— Problem description —
Reply with each record repeated exactly.

Segment Start: Recorded data

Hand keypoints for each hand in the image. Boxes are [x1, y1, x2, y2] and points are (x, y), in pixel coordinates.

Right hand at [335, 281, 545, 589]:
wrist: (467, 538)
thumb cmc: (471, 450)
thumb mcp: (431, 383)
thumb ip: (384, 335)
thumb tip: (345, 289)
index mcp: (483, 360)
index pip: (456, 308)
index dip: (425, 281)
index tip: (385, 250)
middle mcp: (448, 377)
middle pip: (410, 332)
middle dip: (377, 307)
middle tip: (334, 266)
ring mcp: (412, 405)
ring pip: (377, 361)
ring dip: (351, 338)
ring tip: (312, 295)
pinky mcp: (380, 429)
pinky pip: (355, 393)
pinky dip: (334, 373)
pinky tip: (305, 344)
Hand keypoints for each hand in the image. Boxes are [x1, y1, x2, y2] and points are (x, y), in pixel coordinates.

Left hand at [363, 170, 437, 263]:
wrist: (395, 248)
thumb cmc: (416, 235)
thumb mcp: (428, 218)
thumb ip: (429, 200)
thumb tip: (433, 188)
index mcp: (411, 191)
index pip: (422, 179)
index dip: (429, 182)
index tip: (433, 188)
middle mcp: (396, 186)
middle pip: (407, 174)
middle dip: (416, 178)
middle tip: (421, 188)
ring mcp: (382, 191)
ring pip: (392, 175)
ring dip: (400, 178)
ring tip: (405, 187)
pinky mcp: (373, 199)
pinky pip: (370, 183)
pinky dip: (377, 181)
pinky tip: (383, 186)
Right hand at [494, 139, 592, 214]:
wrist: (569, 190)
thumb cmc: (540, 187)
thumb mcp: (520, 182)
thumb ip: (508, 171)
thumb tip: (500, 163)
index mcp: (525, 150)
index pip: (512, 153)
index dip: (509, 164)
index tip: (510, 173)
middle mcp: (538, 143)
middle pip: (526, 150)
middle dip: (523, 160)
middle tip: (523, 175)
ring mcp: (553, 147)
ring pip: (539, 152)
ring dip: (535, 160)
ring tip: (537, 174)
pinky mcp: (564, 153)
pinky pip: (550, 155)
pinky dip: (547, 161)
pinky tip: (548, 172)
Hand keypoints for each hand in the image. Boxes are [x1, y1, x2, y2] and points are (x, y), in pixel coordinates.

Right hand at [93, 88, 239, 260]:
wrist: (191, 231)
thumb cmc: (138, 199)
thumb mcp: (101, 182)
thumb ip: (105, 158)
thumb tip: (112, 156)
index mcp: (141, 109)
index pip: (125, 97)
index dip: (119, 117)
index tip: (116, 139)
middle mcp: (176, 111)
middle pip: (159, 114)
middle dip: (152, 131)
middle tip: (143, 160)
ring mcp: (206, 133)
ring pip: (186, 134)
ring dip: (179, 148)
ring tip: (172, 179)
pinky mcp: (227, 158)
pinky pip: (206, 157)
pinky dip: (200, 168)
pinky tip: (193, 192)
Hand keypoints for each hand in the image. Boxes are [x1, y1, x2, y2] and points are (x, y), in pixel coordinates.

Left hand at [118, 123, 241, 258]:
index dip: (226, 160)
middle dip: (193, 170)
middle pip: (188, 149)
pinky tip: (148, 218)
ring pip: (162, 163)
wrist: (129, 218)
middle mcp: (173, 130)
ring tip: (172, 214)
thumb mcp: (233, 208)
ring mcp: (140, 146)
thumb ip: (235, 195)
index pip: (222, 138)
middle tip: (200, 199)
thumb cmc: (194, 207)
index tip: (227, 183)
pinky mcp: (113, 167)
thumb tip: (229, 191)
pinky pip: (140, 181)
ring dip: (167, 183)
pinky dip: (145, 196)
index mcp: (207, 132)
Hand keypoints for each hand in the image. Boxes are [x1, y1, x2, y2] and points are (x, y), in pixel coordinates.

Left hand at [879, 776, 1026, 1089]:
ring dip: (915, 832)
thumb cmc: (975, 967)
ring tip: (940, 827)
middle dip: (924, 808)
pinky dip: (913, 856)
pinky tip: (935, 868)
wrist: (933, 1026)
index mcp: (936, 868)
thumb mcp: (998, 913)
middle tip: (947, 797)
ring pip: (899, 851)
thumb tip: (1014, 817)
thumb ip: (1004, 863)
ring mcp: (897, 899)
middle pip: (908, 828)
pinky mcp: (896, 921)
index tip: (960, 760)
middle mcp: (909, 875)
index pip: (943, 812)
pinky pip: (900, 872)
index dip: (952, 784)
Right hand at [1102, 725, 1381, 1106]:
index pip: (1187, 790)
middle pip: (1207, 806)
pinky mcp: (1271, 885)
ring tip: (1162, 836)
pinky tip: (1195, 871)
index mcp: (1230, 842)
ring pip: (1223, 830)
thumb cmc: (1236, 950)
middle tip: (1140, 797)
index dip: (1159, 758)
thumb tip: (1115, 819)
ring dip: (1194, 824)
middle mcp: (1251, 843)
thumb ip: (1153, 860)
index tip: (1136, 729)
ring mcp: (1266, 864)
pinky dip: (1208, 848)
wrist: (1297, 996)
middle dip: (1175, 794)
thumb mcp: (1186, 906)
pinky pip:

Segment End: Recorded data

— Solution —
Hand keypoints for each hand in the image. Boxes are [x1, y1, x2, y2] and points are (x, y), in pixel coordinates.

Right hand at [335, 281, 545, 589]:
wrist: (467, 538)
thumb cmc: (471, 450)
thumb mcp: (431, 383)
thumb ip: (384, 335)
thumb tip: (345, 289)
index mcp: (483, 360)
index pip: (456, 308)
index dip: (425, 281)
index tip: (385, 250)
middle mcp: (448, 377)
middle pip: (410, 332)
middle dip: (377, 307)
middle tip: (334, 266)
ring mcp: (412, 405)
ring pip: (377, 361)
ring dip: (351, 338)
ring tip: (312, 295)
pinky mcp: (380, 429)
pinky pip: (355, 393)
pinky dip: (334, 373)
pinky tip: (305, 344)
Hand keypoints for each hand in the image. Boxes are [x1, y1, x2, y2] and points are (x, y), in pixel coordinates.

Left hand at [363, 170, 437, 263]:
wrist: (395, 248)
thumb cmc: (416, 235)
thumb mcp: (428, 218)
thumb ip: (429, 200)
thumb tip: (433, 188)
index mcp: (411, 191)
index pip: (422, 179)
index dip: (429, 182)
index tip: (433, 188)
middle mcp: (396, 186)
middle pip: (407, 174)
middle dip: (416, 178)
middle tip: (421, 188)
ring mcp: (382, 191)
ring pip: (392, 175)
ring dip: (400, 178)
ring tip: (405, 187)
pinky mcp: (373, 199)
pinky pip: (370, 183)
pinky dip: (377, 181)
pinky tip: (383, 186)
Right hand at [494, 139, 592, 214]:
wrist: (569, 190)
thumb cmc: (540, 187)
thumb mcp: (520, 182)
thumb ip: (508, 171)
thumb tip: (500, 163)
index mcp: (525, 150)
index pip: (512, 153)
index dip: (509, 164)
index tip: (510, 173)
middle mcp: (538, 143)
middle pip: (526, 150)
middle dip: (523, 160)
middle tip: (523, 175)
ring mcp: (553, 147)
ring pip: (539, 152)
ring dip: (535, 160)
ring tip: (537, 174)
pinky mcp: (564, 153)
pinky pip: (550, 155)
pinky dip: (547, 161)
pinky tip: (548, 172)
Hand keypoints for each hand in the image. Boxes are [x1, y1, x2, y2] and points are (x, y), in pixel coordinates.

Right hand at [93, 88, 239, 260]:
wrist: (191, 231)
thumb cmc: (138, 199)
thumb mcp: (101, 182)
thumb ip: (105, 158)
thumb tip: (112, 156)
index mcp: (141, 109)
index pip: (125, 97)
index dip: (119, 117)
index tip: (116, 139)
middle mcp: (176, 111)
middle pip: (159, 114)
middle dip: (152, 131)
middle tip: (143, 160)
ring mcp: (206, 133)
ring pip: (186, 134)
ring dip: (179, 148)
ring tip: (172, 179)
pinky mcp: (227, 158)
pinky pip: (206, 157)
pinky dip: (200, 168)
pinky tip: (193, 192)
Hand keypoints for each hand in the image. Boxes are [x1, y1, x2, y2] and points are (x, y), in pixel coordinates.

Left hand at [118, 123, 241, 258]:
index dip: (226, 160)
middle dip: (193, 170)
middle pip: (188, 149)
pinky tip: (148, 218)
ring pip: (162, 163)
wrist: (129, 218)
middle mcp: (173, 130)
ring tip: (172, 214)
thumb mcp: (233, 208)
ring mcp: (140, 146)
thumb ip: (235, 195)
index pip: (222, 138)
middle tip: (200, 199)
thumb cmc: (194, 207)
index tip: (227, 183)
pinky mcp: (113, 167)
thumb tip: (229, 191)
pinky pip: (140, 181)
ring dip: (167, 183)
pinky dip: (145, 196)
index mcp: (207, 132)
Hand keypoints for each hand in the image. Boxes are [x1, y1, x2, y2] and points are (x, y), in pixel coordinates.

Left hand at [879, 776, 1026, 1089]:
ring dip: (915, 832)
thumb cmc: (975, 967)
ring tip: (940, 827)
middle dip: (924, 808)
pinky dip: (913, 856)
pinky tip: (935, 868)
wrist: (933, 1026)
index mcp: (936, 868)
thumb mcp: (998, 913)
middle tip: (947, 797)
ring pip: (899, 851)
thumb tip: (1014, 817)
thumb ip: (1004, 863)
ring mcp: (897, 899)
middle pip: (908, 828)
pinky mcp: (896, 921)
index tip: (960, 760)
middle mcp: (909, 875)
index pip: (943, 812)
pinky pip: (900, 872)
index dip: (952, 784)
Right hand at [1102, 725, 1381, 1106]:
index pip: (1187, 790)
middle pip: (1207, 806)
pinky mcp: (1271, 885)
ring tip: (1162, 836)
pinky tip: (1195, 871)
index mcp: (1230, 842)
ring pip: (1223, 830)
thumb cmc: (1236, 950)
middle tip: (1140, 797)
index dip: (1159, 758)
thumb tip: (1115, 819)
ring dip: (1194, 824)
middle mcp: (1251, 843)
thumb ip: (1153, 860)
index tip: (1136, 729)
ring mcp: (1266, 864)
pinky dip: (1208, 848)
wrist: (1297, 996)
middle dip: (1175, 794)
thumb mcp: (1186, 906)
pinky pip:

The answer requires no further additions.